Besides limiting access to testing samples, some branded companies may be using the statutory default requirement to have a single shared REMS across both the branded and generic versions of a drug as a way to block generic entry. They might prolong negotiations with the generic firms over the implementation of these single shared systems, which could delay the entry of safe and effective generic drugs onto the market.

I want to take steps to address these concerns, to make sure that we are facilitating appropriate competition in circumstances where Congress intended. The forthcoming public meeting is intended to solicit public comment to inform us of circumstances where generic competition may be thwarted by these and other techniques.

As we solicit additional information, we also are going to be looking at policy and programmatic changes to address these issues. Some of these steps may be actions we can take by using our own authorities more forcefully. Other steps might involve our need to collaborate with sister agencies.

We’re also going to be looking hard at how best to coordinate with the Federal Trade Commission in identifying and publicizing practices that the FTC finds to be anti-competitive. FDA is not the FTC. It is the FTC’s responsibility to prevent anticompetitive business practices. But Congress set out certain laws that are meant to strike a careful balance between pharmaceutical innovation and access to lower cost generic products, and FDA has an important responsibility to enforce those laws in a manner that adheres to the balance struck by Congress.

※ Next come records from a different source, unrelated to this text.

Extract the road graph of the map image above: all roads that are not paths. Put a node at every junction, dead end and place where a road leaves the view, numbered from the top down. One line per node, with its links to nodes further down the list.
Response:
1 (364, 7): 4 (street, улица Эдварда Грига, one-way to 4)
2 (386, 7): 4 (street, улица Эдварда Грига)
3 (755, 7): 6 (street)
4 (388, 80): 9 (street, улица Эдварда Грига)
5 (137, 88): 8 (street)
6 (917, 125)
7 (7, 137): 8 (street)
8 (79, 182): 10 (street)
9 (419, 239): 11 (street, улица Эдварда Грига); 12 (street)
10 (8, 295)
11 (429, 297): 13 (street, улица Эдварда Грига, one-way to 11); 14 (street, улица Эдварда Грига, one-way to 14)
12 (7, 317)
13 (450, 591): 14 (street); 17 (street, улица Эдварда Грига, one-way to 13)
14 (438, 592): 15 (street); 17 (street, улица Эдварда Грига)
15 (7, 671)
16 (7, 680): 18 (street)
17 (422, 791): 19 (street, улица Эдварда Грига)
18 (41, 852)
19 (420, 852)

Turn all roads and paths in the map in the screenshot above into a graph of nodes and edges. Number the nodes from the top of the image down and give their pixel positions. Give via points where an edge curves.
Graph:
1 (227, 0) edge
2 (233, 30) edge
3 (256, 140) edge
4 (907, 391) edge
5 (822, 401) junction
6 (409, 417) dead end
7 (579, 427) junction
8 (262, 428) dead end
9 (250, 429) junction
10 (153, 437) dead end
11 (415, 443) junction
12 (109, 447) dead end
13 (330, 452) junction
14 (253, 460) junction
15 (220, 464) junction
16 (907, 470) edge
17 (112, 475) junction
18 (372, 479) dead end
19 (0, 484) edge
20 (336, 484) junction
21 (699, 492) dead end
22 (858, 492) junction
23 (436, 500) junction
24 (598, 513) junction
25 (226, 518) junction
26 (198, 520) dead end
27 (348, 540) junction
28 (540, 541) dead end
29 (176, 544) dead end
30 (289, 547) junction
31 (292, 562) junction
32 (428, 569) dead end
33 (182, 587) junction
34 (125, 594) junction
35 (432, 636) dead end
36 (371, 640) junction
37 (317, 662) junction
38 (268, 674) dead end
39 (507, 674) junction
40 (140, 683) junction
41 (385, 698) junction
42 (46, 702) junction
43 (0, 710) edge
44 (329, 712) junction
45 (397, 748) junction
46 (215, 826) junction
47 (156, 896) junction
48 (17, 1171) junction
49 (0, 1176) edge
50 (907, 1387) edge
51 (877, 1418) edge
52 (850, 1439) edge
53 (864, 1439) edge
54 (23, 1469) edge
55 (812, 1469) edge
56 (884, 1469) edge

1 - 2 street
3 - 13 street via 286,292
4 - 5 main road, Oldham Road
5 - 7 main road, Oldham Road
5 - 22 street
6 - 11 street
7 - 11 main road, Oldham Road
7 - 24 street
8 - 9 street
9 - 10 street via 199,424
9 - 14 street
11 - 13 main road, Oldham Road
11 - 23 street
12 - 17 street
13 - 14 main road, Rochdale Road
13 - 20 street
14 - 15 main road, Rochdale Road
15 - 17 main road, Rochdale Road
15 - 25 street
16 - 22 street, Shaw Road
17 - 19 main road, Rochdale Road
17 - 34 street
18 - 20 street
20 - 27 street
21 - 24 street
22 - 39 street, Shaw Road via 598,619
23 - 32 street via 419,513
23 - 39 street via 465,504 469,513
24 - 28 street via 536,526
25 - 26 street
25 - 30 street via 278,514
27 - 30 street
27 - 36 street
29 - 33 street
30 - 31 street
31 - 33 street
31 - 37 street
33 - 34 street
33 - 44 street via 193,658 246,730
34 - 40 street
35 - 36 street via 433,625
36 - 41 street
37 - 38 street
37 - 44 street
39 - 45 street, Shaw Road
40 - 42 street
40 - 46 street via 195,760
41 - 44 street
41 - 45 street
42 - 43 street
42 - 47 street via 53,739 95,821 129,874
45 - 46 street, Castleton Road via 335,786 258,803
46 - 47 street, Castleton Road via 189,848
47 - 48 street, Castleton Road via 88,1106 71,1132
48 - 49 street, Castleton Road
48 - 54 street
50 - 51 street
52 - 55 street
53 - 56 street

We’ll be unveiling additional aspects of our larger Action Plan and providing updates, as these initial elements are implemented. I’m confident that these actions and the dedicated work of the outstanding staff in our generic drug program will help to address the issues patients are facing today when they’re priced out of buying the drugs they need. At the meeting on July 18 we want to hear from the public about ways our current rules may not be having their intended effects, and where current policies are falling short in ensuring the careful balance between new innovation and patient access.

Our goal is to broaden access to safe and effective generic drugs that can improve access to medicines and help consumers lower their health care costs. As in all of the things we do, we will steadfastly maintain FDA’s gold standard for rigorous, science-based regulation.

Over the past five years our generic drug program staff has evolved and grown remarkably, while implementing the first generic drug user fee program. The staff has demonstrated that they can rise to new challenges and they have my full support. Their hard work will serve as a strong foundation for the program as it moves forward. I want the policy framework they operate under to be as efficient, fair, and robust as the review program that they’re operating.